The problem –
Where a line of the entries holds the string "Right", copy that line.

Data for processing –
· · ·
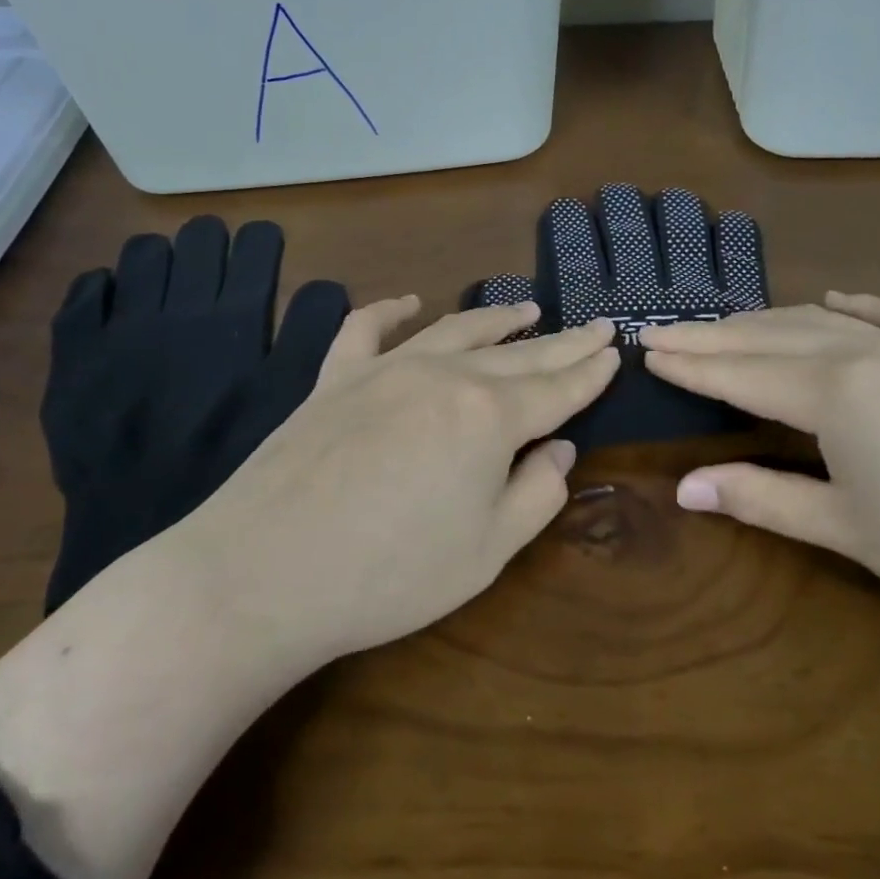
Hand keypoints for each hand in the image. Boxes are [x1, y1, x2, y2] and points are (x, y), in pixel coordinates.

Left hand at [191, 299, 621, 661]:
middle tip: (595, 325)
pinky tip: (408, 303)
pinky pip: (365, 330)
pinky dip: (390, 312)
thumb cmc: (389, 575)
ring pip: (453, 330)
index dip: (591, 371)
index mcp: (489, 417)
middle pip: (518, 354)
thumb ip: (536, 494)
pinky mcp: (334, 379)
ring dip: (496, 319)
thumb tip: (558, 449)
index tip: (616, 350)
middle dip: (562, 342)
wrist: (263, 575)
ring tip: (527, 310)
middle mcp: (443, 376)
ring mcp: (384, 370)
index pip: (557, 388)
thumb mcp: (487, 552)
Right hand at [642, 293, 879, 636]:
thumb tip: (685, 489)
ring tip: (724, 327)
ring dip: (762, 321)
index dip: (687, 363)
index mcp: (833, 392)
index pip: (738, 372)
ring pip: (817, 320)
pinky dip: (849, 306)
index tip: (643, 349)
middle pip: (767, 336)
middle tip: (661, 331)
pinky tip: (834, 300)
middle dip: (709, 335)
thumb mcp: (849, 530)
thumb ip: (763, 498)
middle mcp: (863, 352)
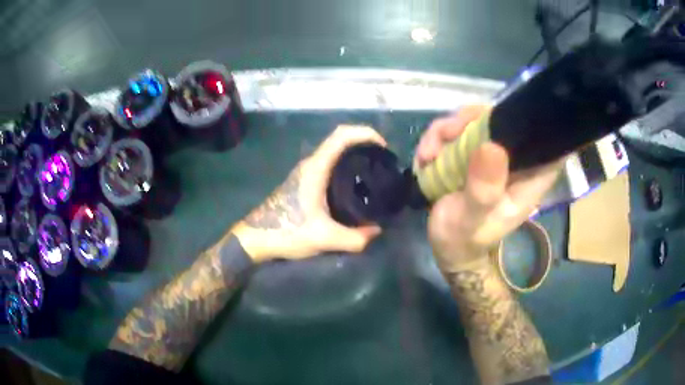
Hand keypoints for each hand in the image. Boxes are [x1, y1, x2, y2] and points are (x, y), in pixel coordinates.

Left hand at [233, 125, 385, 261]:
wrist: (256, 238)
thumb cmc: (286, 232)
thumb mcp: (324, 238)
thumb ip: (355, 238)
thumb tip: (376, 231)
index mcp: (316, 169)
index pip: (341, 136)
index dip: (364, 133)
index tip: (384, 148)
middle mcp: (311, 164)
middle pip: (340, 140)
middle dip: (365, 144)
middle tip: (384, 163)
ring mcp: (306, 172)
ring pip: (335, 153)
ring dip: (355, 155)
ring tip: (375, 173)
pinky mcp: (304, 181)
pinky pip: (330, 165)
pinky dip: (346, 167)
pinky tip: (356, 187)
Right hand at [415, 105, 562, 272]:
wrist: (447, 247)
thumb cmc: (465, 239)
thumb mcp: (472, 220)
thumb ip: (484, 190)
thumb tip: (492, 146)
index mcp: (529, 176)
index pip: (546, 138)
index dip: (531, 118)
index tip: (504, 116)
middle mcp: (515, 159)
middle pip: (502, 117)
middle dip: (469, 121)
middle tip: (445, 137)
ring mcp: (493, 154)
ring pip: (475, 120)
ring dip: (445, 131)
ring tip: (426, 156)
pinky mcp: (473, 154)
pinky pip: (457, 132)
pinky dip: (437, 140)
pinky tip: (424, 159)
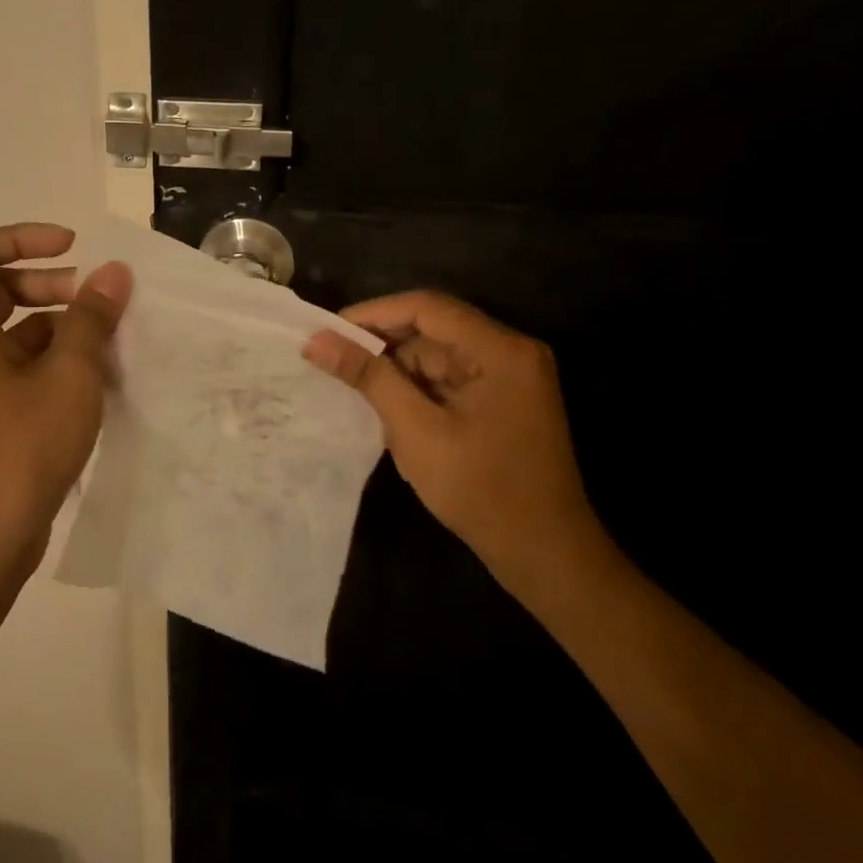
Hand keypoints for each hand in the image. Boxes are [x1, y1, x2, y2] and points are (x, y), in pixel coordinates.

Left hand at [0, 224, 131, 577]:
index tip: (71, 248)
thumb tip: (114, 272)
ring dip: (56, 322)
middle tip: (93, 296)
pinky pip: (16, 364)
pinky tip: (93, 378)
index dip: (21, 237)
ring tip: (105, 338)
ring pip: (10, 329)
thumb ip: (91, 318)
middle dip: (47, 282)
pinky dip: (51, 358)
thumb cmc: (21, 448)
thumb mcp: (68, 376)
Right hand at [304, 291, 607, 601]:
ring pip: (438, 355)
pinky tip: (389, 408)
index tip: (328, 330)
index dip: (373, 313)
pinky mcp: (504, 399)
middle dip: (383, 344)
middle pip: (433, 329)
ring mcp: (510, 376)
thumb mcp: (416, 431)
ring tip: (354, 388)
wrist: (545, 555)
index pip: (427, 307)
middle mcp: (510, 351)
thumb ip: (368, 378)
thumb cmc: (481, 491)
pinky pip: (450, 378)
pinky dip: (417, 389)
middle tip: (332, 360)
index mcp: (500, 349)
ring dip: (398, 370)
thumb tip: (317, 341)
· · ·
Result of this exercise –
Right hand at [642, 293, 879, 636]:
Right hand at [415, 105, 562, 272]:
Right hand at [304, 291, 607, 601]:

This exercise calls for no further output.